- DATASET CONTENT
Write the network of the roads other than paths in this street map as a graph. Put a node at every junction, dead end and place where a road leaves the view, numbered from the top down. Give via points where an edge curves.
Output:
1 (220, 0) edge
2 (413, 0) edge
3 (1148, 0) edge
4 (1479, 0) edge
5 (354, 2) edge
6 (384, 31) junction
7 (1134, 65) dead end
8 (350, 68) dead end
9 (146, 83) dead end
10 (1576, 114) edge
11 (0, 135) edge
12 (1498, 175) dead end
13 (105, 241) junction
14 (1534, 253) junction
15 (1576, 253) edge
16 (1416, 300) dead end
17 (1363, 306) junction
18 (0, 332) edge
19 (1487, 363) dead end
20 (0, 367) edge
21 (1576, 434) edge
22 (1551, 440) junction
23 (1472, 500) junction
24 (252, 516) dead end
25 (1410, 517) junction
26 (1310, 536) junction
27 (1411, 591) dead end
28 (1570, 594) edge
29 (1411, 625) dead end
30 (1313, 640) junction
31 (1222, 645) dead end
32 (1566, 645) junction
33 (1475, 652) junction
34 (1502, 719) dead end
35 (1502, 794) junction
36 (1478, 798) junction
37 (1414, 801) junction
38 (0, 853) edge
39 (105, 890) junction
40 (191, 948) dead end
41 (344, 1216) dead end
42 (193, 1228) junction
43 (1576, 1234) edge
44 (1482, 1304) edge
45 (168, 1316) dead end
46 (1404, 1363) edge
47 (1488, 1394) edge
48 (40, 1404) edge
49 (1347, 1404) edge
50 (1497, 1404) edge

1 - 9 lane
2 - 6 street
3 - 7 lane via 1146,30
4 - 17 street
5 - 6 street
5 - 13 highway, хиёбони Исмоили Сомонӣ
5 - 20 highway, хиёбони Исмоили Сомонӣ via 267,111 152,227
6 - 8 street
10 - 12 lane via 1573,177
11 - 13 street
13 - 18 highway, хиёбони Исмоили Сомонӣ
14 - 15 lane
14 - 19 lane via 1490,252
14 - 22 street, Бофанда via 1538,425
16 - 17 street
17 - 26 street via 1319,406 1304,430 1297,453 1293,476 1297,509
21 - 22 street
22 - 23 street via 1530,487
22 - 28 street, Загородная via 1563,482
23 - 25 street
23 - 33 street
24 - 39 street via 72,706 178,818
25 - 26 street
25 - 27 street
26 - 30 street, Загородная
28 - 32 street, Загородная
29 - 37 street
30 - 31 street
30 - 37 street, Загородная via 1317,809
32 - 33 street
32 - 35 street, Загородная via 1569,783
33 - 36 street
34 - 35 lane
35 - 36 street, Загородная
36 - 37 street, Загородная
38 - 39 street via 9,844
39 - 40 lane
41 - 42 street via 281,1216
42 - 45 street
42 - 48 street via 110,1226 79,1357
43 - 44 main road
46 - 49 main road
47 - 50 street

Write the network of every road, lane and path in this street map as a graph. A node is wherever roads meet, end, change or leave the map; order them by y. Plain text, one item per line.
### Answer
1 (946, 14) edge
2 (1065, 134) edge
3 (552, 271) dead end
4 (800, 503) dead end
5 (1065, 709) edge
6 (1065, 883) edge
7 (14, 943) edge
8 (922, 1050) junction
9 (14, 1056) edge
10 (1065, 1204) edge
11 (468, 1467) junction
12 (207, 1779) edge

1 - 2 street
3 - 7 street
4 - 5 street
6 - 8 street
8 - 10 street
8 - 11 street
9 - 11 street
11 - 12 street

- REQUIRED ACTION
Scan the material above for the word "node", and copy every line in which it is found.

- SOLUTION
Write the network of the roads other than paths in this street map as a graph. Put a node at every junction, dead end and place where a road leaves the view, numbered from the top down. Give via points where an edge curves.
Write the network of every road, lane and path in this street map as a graph. A node is wherever roads meet, end, change or leave the map; order them by y. Plain text, one item per line.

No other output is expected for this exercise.